Length of follow-up did not moderate the effect of MHC participation, suggesting sustained reductions in recidivism over time. To date, only one study has examined long-term recidivism outcomes, finding that 53.9% of participants were rearrested in a five-year period (
58). However, that study did not include a comparison group of offenders undergoing traditional criminal justice processing. We also found stronger effects when recidivism was measured after exit from the MHC versus after enrollment, which may reflect the intensive community monitoring of MHC participants and the widespread practice of using jail as a sanction for noncompliance (
4,
63).
Our findings raise a broader question regarding the types of improvements MHC participants should be expected to make during—and after—MHC participation. Future MHC research should adapt practices from an implementation science framework to examine the extent to which MHCs achieve key service outcomes—such as service referrals and engagement—and the extent to which these outcomes contribute to participant outcomes, such as improved psychosocial functioning and decreased recidivism (
64). These investigations are critical to understanding how MHCs operate, what contributes to their effectiveness, and the extent to which short-term gains in treatment and service utilization result in long-term improvements in community functioning.
Finally, although we found limited evidence of publication bias, we observed a moderating effect of study quality, with lower-quality studies yielding higher effect sizes. Of note, few RCTs have been conducted in MHCs (
16). Although some concerns have been raised regarding the use of RCTs to evaluate MHCs for reasons of procedural fairness (
27), RCTs have been used successfully to evaluate other diversion strategies, including drug courts (
65). Our findings highlight the need for increased rigor in evaluations of MHCs, including improved measurement of recidivism and use of appropriate analytic strategies (
66). For example, the dichotomization of recidivism measures (for example, any arrest: yes, no) has the potential to restrict response range and to bias results (
67). When count variables are used (for example, number of arrests), their distributional properties must be assessed prior to analysis. Although a growing number of studies have employed Poisson-class regression (for example, negative binomial, Poisson, and zero-inflated models) to model count data, effect sizes are not consistently reported.

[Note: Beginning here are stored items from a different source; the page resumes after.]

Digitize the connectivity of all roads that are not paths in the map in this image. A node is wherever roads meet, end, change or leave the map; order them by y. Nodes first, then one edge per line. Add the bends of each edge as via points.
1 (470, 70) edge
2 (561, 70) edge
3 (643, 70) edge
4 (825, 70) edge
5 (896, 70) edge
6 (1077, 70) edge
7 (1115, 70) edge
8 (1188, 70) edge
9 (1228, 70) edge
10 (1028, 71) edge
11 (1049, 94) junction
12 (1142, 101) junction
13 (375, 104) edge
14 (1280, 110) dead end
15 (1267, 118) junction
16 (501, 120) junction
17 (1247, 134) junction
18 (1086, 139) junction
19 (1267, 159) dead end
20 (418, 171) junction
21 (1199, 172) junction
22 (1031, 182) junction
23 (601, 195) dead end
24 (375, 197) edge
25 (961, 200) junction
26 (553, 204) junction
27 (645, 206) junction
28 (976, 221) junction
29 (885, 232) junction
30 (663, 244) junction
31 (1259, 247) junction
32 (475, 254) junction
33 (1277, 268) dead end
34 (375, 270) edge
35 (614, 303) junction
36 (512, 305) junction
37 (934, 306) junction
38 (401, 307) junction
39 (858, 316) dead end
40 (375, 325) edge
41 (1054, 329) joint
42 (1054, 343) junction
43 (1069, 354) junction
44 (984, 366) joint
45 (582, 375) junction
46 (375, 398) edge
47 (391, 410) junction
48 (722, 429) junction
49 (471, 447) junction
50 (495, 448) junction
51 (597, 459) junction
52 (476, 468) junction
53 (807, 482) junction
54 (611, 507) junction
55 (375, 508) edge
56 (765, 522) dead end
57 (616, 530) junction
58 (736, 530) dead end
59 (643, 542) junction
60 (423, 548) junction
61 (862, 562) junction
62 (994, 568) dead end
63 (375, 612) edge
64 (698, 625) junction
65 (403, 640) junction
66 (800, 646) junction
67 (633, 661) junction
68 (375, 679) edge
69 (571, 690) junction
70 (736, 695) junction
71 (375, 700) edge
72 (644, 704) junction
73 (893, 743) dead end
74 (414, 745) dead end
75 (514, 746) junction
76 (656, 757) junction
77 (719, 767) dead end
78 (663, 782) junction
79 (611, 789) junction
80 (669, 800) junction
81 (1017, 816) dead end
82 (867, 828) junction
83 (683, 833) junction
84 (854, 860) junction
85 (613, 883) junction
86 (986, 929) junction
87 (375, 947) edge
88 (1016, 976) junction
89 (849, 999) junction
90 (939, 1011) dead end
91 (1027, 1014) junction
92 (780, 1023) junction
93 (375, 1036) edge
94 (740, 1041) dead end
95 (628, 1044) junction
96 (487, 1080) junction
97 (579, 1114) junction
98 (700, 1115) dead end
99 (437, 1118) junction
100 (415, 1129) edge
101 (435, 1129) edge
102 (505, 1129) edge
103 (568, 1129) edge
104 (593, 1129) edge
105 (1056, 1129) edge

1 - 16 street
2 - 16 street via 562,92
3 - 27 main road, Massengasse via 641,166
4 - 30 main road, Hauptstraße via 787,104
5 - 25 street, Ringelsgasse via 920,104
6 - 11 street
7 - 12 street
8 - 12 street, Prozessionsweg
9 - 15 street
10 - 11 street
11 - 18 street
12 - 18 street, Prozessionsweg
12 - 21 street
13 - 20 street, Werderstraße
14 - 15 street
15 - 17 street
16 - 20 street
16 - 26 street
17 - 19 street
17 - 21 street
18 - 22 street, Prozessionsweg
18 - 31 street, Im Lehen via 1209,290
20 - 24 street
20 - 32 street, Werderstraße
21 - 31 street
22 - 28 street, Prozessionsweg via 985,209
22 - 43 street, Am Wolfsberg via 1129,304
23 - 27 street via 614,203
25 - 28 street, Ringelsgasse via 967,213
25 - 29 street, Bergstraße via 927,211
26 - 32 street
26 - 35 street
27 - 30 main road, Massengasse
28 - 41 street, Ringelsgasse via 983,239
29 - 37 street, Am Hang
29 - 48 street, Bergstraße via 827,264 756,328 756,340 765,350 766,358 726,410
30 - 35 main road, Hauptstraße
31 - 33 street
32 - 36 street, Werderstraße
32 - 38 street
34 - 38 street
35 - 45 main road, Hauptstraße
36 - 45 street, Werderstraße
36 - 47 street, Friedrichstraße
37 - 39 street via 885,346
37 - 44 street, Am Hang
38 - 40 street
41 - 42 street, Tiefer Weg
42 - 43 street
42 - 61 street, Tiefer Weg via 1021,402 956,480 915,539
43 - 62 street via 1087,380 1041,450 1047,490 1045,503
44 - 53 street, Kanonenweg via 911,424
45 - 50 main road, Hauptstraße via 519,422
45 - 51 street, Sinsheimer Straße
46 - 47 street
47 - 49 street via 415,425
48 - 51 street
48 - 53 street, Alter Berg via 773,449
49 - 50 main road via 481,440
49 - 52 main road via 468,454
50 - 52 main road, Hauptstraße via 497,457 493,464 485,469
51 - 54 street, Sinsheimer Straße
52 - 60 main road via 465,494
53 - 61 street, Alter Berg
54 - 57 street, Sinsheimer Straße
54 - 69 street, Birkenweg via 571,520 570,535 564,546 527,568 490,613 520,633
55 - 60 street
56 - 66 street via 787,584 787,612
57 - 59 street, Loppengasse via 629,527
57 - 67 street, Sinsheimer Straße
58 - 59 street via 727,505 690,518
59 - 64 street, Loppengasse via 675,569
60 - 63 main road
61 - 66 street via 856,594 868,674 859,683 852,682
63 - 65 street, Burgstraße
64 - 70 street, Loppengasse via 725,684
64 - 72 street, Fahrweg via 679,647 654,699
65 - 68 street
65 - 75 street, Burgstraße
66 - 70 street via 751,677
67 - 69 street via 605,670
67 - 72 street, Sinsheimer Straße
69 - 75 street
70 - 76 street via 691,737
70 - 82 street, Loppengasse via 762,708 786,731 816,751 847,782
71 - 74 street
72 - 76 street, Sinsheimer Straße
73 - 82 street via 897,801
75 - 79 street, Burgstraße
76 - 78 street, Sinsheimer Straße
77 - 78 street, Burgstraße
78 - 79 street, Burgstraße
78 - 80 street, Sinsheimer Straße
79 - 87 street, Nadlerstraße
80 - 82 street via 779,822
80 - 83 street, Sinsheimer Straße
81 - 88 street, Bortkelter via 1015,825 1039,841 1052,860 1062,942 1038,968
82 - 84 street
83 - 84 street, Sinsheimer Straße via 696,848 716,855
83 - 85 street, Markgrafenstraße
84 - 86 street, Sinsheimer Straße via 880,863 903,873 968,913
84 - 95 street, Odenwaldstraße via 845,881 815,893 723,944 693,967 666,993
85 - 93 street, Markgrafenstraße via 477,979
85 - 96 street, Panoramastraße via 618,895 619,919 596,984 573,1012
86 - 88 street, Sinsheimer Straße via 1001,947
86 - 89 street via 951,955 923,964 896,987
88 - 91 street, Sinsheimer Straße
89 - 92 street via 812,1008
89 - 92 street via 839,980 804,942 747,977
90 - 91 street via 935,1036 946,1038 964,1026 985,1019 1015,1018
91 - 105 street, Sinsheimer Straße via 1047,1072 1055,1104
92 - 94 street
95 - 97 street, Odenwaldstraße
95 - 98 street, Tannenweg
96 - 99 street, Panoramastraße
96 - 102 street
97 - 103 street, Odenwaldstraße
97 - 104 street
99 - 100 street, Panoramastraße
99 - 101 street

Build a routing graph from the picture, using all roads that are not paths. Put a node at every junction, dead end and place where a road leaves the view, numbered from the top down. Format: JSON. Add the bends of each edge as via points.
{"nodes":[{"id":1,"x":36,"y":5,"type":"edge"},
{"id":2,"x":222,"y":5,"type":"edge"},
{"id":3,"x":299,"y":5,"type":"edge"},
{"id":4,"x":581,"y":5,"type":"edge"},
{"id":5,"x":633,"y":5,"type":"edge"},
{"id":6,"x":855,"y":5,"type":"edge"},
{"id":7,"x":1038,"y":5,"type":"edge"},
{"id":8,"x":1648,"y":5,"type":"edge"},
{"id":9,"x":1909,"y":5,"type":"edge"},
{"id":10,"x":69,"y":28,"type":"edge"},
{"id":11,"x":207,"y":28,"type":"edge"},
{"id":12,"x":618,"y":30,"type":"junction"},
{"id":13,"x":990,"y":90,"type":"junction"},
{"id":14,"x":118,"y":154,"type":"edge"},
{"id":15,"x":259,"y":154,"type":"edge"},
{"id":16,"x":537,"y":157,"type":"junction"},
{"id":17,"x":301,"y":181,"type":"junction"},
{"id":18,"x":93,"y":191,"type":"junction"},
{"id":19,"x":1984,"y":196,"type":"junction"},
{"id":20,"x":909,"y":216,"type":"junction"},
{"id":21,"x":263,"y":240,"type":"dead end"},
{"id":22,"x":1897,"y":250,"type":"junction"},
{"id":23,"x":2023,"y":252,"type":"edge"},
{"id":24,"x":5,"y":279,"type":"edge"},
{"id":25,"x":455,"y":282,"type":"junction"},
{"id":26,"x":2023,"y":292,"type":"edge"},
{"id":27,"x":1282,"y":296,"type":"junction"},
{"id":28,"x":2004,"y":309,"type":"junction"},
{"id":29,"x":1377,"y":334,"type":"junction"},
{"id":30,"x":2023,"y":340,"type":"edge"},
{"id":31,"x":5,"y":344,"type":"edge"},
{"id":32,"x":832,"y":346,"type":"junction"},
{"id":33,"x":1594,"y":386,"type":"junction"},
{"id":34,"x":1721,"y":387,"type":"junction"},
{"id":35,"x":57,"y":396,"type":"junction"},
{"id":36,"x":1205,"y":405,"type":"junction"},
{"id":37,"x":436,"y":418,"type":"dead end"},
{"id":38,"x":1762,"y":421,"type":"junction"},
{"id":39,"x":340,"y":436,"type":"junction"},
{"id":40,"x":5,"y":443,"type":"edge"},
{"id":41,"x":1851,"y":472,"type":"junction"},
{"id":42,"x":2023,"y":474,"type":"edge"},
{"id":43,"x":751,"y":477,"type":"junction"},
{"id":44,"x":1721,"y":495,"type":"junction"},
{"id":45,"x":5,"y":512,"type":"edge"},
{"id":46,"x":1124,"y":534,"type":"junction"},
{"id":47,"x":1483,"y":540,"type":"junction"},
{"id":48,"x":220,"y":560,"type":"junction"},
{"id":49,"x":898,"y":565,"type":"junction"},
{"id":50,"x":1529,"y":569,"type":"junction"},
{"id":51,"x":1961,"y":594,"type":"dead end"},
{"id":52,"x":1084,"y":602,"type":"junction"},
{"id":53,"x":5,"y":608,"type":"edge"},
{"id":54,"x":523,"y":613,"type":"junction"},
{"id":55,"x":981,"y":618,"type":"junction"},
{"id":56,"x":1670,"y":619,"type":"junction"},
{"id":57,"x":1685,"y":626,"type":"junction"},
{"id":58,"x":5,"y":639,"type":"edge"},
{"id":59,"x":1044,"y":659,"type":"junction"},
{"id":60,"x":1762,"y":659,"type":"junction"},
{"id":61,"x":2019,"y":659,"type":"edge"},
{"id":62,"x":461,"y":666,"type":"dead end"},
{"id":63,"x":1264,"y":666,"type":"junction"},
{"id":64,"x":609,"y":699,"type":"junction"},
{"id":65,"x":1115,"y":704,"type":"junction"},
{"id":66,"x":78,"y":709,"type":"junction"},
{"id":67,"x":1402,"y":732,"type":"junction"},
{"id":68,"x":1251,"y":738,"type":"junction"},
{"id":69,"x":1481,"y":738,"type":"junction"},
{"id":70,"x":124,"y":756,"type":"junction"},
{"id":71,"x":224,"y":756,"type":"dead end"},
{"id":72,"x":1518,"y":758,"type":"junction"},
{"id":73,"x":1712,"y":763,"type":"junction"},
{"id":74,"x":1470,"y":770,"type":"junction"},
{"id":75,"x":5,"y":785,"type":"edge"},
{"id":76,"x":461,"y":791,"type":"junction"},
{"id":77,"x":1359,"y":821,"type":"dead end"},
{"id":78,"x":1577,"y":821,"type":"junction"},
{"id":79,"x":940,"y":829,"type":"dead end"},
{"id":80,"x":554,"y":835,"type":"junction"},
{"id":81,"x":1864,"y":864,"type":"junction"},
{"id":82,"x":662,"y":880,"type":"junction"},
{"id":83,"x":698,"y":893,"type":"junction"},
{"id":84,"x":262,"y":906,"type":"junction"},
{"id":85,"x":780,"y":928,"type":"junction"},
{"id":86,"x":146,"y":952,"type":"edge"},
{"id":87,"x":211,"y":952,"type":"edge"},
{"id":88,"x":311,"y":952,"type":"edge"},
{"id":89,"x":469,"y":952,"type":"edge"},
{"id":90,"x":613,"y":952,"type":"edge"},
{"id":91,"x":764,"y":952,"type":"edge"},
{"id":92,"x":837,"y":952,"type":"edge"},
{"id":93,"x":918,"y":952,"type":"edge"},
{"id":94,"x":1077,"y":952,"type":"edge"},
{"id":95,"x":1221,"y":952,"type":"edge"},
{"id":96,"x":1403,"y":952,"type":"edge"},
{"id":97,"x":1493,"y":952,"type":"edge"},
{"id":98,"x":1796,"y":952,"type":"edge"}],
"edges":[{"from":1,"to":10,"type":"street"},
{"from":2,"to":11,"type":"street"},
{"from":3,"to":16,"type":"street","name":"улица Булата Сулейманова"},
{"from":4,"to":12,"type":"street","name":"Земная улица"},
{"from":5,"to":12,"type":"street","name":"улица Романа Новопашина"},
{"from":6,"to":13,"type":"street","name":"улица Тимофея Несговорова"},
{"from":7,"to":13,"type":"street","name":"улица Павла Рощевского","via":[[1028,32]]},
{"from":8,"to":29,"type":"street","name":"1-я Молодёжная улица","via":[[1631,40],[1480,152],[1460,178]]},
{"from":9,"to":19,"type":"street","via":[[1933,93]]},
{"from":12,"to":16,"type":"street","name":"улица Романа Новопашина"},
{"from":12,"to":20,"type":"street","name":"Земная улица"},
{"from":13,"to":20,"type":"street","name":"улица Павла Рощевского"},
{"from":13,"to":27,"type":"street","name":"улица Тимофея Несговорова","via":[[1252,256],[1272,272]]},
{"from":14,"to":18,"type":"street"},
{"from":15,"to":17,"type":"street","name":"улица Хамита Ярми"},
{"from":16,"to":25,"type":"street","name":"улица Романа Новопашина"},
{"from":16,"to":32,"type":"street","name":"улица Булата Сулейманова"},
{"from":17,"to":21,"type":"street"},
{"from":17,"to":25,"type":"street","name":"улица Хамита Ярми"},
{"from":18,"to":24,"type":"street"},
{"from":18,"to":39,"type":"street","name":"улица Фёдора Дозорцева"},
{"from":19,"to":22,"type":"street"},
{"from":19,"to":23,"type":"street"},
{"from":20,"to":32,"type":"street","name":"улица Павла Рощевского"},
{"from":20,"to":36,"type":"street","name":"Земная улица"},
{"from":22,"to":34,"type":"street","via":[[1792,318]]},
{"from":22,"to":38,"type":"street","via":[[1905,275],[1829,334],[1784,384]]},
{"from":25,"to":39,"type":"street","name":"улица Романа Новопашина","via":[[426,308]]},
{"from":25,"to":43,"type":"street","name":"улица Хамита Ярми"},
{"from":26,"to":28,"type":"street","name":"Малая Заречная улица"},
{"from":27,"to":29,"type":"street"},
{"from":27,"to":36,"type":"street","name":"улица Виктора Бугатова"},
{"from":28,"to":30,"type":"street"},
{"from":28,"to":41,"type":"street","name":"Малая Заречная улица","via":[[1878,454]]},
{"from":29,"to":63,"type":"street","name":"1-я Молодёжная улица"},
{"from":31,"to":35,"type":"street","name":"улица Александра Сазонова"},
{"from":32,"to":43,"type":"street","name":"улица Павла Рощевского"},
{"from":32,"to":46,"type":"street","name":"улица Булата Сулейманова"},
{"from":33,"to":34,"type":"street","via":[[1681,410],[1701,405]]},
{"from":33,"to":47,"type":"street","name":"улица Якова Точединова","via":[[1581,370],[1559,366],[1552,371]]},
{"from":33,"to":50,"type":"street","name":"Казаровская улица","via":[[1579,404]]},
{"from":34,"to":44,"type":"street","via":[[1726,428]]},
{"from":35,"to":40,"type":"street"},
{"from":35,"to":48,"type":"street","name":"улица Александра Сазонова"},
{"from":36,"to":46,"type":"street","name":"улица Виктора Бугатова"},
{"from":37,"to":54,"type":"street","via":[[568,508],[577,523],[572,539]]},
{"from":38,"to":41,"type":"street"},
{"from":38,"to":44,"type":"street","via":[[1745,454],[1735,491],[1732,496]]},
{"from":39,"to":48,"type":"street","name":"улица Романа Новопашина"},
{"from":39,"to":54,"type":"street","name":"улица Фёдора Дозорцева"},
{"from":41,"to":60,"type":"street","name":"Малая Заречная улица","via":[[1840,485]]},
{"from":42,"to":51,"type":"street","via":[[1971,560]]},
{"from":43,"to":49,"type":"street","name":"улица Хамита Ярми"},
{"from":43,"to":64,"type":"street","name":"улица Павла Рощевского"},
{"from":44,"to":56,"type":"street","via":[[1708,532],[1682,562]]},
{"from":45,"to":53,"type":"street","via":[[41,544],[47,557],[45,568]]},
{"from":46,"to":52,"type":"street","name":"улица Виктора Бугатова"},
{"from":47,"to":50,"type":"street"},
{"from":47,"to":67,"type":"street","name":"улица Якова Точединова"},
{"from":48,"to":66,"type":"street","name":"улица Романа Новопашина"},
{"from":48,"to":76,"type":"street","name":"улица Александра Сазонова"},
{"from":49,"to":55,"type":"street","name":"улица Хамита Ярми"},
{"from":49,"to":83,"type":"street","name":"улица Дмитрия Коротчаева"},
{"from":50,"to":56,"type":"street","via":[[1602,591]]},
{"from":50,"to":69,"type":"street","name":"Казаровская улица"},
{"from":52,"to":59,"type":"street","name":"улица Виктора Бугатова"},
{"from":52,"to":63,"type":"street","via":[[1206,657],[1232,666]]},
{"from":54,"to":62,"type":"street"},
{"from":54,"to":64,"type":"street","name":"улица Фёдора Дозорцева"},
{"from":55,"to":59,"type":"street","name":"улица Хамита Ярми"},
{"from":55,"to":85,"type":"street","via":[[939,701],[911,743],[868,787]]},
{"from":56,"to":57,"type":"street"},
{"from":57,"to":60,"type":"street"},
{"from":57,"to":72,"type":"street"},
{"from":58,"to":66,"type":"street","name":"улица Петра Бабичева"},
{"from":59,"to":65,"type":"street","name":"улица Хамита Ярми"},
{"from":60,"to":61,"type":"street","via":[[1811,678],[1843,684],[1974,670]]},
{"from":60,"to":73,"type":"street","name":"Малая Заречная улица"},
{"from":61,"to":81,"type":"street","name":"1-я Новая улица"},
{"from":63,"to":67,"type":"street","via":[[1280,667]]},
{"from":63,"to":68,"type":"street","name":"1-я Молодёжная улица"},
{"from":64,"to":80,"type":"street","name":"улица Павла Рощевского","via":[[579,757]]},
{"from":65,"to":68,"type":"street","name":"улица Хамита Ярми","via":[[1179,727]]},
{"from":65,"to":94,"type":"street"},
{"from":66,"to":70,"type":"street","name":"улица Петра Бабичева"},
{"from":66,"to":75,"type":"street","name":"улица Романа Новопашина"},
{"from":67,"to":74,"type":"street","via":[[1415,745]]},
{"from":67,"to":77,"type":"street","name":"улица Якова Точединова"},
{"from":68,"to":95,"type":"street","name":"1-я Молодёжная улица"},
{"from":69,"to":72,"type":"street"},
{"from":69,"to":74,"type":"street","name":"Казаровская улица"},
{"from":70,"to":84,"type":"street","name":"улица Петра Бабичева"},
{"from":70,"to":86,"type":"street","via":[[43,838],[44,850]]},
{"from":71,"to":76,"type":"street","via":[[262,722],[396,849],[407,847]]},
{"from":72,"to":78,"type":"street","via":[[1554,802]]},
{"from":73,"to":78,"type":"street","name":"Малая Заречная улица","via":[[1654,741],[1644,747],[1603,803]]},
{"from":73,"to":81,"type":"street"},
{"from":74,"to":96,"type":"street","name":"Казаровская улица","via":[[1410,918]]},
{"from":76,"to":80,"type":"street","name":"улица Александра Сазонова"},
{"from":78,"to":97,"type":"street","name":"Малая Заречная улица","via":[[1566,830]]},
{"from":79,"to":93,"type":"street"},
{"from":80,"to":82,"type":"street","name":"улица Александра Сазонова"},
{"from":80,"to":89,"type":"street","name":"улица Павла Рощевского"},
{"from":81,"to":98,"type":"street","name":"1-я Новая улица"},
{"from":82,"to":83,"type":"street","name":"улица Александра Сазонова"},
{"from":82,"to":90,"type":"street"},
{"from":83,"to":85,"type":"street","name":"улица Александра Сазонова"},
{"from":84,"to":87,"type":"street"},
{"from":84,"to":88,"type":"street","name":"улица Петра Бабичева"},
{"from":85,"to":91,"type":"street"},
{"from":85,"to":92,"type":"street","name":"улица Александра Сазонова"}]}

Our findings should be considered along with several limitations. First, our literature search focused on published studies and reports conducted by external researchers. We did not include data resulting from internal evaluations, which may have excluded potential data sources. Nevertheless, our findings showed little evidence of publication bias. In addition, when means and standard deviations were used to calculate standardized mean differences, rarely could we determine whether distributions of recidivism variables met normality assumptions. When studies reported proper effect sizes for Poisson-class models (that is, incidence rate ratios), these could not be included in the meta-analysis because of our use of the standardized mean difference. Instead, we coded odds ratios from comparisons of dichotomous outcomes, reducing effect sizes for two studies (
12,
14). Finally, we could not investigate participant-level sources of effect size variability because of inconsistent reporting across studies, and although we investigated study-level moderators, we were unable to use meta-regression strategies to quantify these effects. These are important directions for future research.